Your answer consists of the lines in the data that contain "index". Copy each of them.

:: Source material

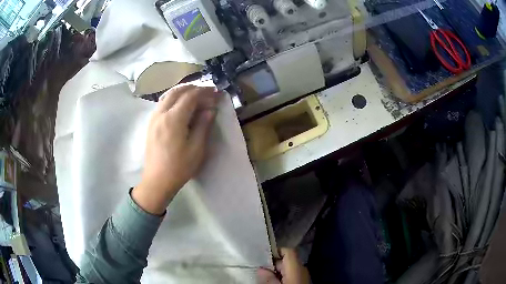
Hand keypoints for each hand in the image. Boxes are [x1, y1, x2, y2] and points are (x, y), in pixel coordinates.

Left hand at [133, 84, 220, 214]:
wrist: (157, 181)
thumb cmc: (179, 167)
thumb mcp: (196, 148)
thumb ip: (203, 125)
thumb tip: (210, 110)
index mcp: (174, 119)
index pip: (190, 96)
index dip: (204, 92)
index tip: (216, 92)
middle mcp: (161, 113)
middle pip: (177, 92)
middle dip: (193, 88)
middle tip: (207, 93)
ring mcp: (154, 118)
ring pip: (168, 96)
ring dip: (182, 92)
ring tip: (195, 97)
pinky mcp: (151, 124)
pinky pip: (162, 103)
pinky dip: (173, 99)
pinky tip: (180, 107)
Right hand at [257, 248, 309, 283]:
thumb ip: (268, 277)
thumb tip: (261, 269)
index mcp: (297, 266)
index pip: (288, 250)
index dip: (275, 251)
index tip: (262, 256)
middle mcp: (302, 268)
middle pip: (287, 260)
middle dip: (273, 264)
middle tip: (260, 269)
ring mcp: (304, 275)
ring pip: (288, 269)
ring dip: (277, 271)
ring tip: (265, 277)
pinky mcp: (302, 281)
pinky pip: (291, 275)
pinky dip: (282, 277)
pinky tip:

::::

Your solution ->
index mcp: (174, 119)
index pip: (190, 96)
index dip: (204, 92)
index tip: (216, 92)
index mcp: (297, 266)
index pip: (288, 250)
index dip: (275, 251)
index tip: (262, 256)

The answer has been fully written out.